Perhaps the last of the warm days for a while so I thought I would start with a summery shot of the ox-eye daisies which are just starting to flower now. The good weather has been very useful to us as we have been resurfacing paths and doing much other refurbishment at Blashford over the last few days,. With this in mind I will mention that the car parking on the southern (Education Centre) side of Ellingham Drove will be closed tomorrow whilst the entrance track is being resurfaced. Hopefully we should be more or less back to normal on Friday, so everyone who has been putting up with the bumpy track should notice a significant change.

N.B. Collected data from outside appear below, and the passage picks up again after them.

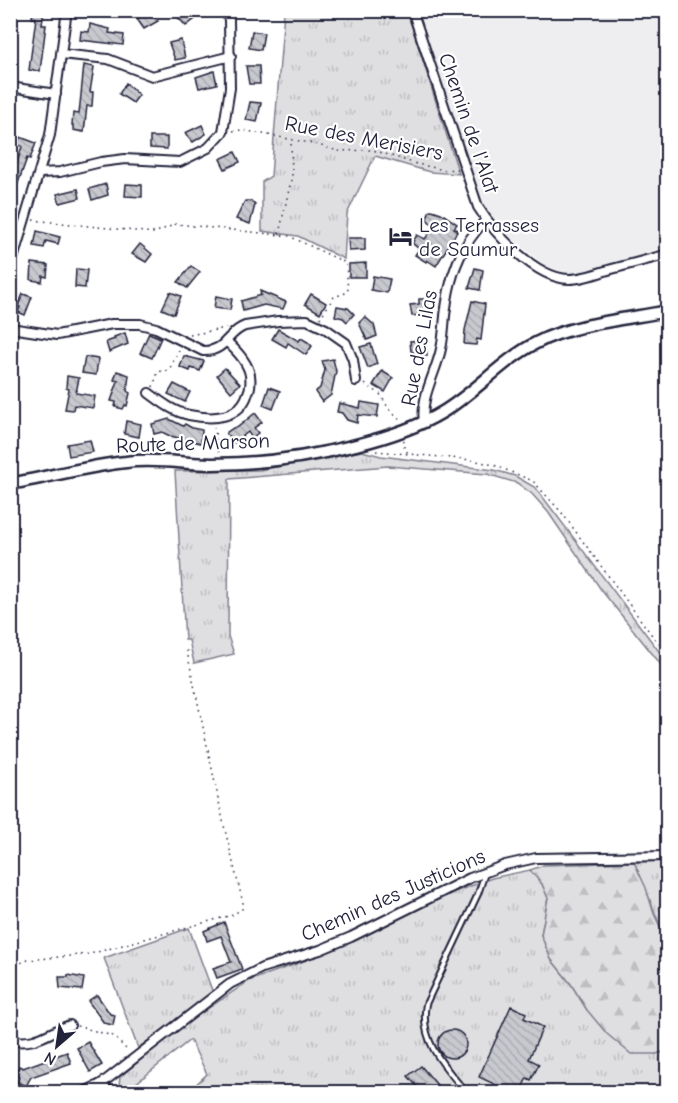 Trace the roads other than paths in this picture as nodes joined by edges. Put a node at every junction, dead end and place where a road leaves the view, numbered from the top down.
1 (67, 10) edge
2 (412, 10) edge
3 (228, 14) edge
4 (62, 54) junction
5 (231, 56) junction
6 (10, 87) edge
7 (56, 94) junction
8 (40, 173) junction
9 (486, 220) junction
10 (668, 254) edge
11 (10, 269) edge
12 (668, 311) edge
13 (10, 328) edge
14 (226, 341) junction
15 (356, 381) road end
16 (149, 393) road end
17 (424, 422) junction
18 (10, 484) edge
19 (668, 856) edge
20 (485, 872) junction
21 (70, 1025) road end
22 (10, 1040) edge
23 (100, 1084) junction
24 (465, 1091) dead end
25 (84, 1092) edge
26 (111, 1092) edge

1 - 4 street
2 - 9 street, Chemin de l'Alat
3 - 5 street
4 - 5 street
4 - 7 street
5 - 8 street
6 - 7 street
7 - 8 street
8 - 11 street
9 - 10 street, Chemin de l'Alat
9 - 17 street, Rue des Lilas
12 - 17 street, Route de Marson
13 - 14 street
14 - 15 street
14 - 16 street
17 - 18 street, Route de Marson
19 - 20 street, Chemin des Justicions
20 - 23 street, Chemin des Justicions
20 - 24 lane
21 - 22 street
23 - 25 street, Chemin des Justicions
23 - 26 street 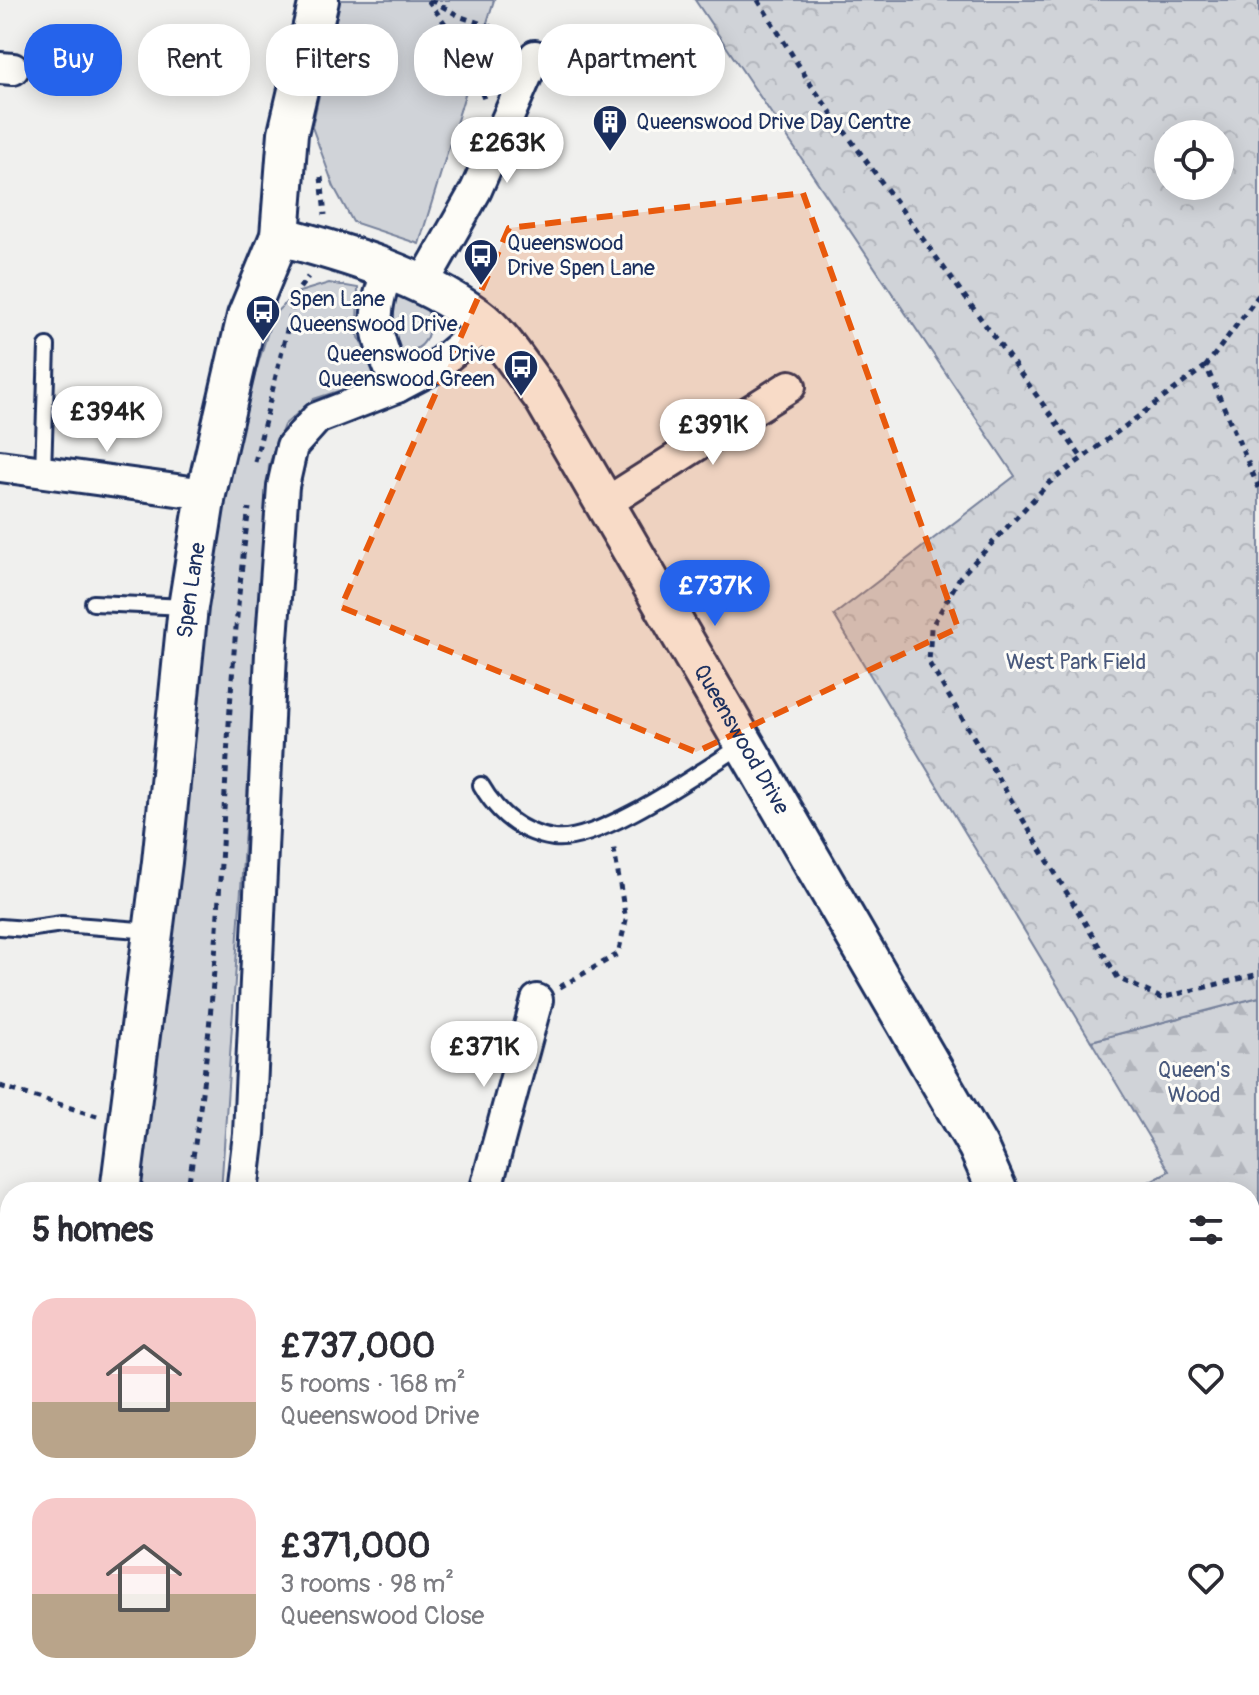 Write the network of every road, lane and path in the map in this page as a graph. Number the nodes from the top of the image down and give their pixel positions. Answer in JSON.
{"nodes":[{"id":1,"x":319,"y":0,"type":"edge"},
{"id":2,"x":430,"y":0,"type":"edge"},
{"id":3,"x":758,"y":0,"type":"edge"},
{"id":4,"x":526,"y":53,"type":"joint"},
{"id":5,"x":495,"y":147,"type":"junction"},
{"id":6,"x":321,"y":168,"type":"dead end"},
{"id":7,"x":280,"y":236,"type":"junction"},
{"id":8,"x":329,"y":249,"type":"junction"},
{"id":9,"x":405,"y":278,"type":"junction"},
{"id":10,"x":1259,"y":295,"type":"edge"},
{"id":11,"x":485,"y":325,"type":"junction"},
{"id":12,"x":47,"y":346,"type":"dead end"},
{"id":13,"x":1206,"y":366,"type":"junction"},
{"id":14,"x":790,"y":386,"type":"dead end"},
{"id":15,"x":397,"y":387,"type":"junction"},
{"id":16,"x":1082,"y":458,"type":"junction"},
{"id":17,"x":0,"y":466,"type":"edge"},
{"id":18,"x":43,"y":472,"type":"junction"},
{"id":19,"x":1259,"y":488,"type":"edge"},
{"id":20,"x":206,"y":494,"type":"junction"},
{"id":21,"x":606,"y":503,"type":"junction"},
{"id":22,"x":93,"y":603,"type":"dead end"},
{"id":23,"x":188,"y":607,"type":"junction"},
{"id":24,"x":745,"y":743,"type":"junction"},
{"id":25,"x":481,"y":785,"type":"dead end"},
{"id":26,"x":610,"y":824,"type":"junction"},
{"id":27,"x":0,"y":927,"type":"edge"},
{"id":28,"x":153,"y":931,"type":"junction"},
{"id":29,"x":1259,"y":974,"type":"edge"},
{"id":30,"x":537,"y":1000,"type":"joint"},
{"id":31,"x":0,"y":1086,"type":"edge"},
{"id":32,"x":129,"y":1125,"type":"junction"},
{"id":33,"x":121,"y":1182,"type":"edge"},
{"id":34,"x":243,"y":1182,"type":"edge"},
{"id":35,"x":488,"y":1182,"type":"edge"},
{"id":36,"x":990,"y":1182,"type":"edge"}],
"edges":[{"from":1,"to":7,"type":"street","name":"Spen Lane"},
{"from":2,"to":4,"type":"path"},
{"from":2,"to":5,"type":"path"},
{"from":3,"to":16,"type":"path"},
{"from":4,"to":5,"type":"street"},
{"from":5,"to":9,"type":"street"},
{"from":6,"to":8,"type":"path"},
{"from":7,"to":8,"type":"street","name":"Queenswood Drive"},
{"from":7,"to":20,"type":"street","name":"Spen Lane"},
{"from":8,"to":9,"type":"street","name":"Queenswood Drive"},
{"from":9,"to":11,"type":"street","name":"Queenswood Drive"},
{"from":9,"to":15,"type":"street"},
{"from":10,"to":13,"type":"path"},
{"from":11,"to":15,"type":"street"},
{"from":11,"to":21,"type":"street","name":"Queenswood Drive"},
{"from":12,"to":18,"type":"lane"},
{"from":13,"to":16,"type":"path"},
{"from":13,"to":19,"type":"path"},
{"from":14,"to":21,"type":"street"},
{"from":15,"to":34,"type":"street"},
{"from":16,"to":29,"type":"path"},
{"from":17,"to":18,"type":"street"},
{"from":18,"to":20,"type":"street"},
{"from":20,"to":23,"type":"street","name":"Spen Lane"},
{"from":21,"to":24,"type":"street","name":"Queenswood Drive"},
{"from":22,"to":23,"type":"lane"},
{"from":23,"to":28,"type":"street","name":"Spen Lane"},
{"from":24,"to":26,"type":"lane"},
{"from":24,"to":36,"type":"street","name":"Queenswood Drive"},
{"from":25,"to":26,"type":"lane"},
{"from":26,"to":30,"type":"path"},
{"from":27,"to":28,"type":"lane"},
{"from":28,"to":32,"type":"street","name":"Spen Lane"},
{"from":30,"to":35,"type":"street"},
{"from":31,"to":32,"type":"path"},
{"from":32,"to":33,"type":"street","name":"Spen Lane"}]}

I had a moth trap opening public event this morning, there were not a lot of moths, but a better catch than we have had for a while. There was common swift, poplar hawk, alder moth, treble lines, light brocade, may highflyer, green carpet, brindled beauty, pale tussock,

pale tussock

pale tussock

silver Y, clouded border, white ermine, buff-tip, common carpet, common marbled carpet, spectacle, pale prominent, sharp-angled peacock, fox moth, flame shoulder and Apotomis betuletana (a micro moth that looks like a bird dropping).

buff-tip

buff-tip

Yesterday I found a dead bird on the path as I went to open up the Ivy North hide, it was not freshly dead, so I am not quite sure why it had appeared there now.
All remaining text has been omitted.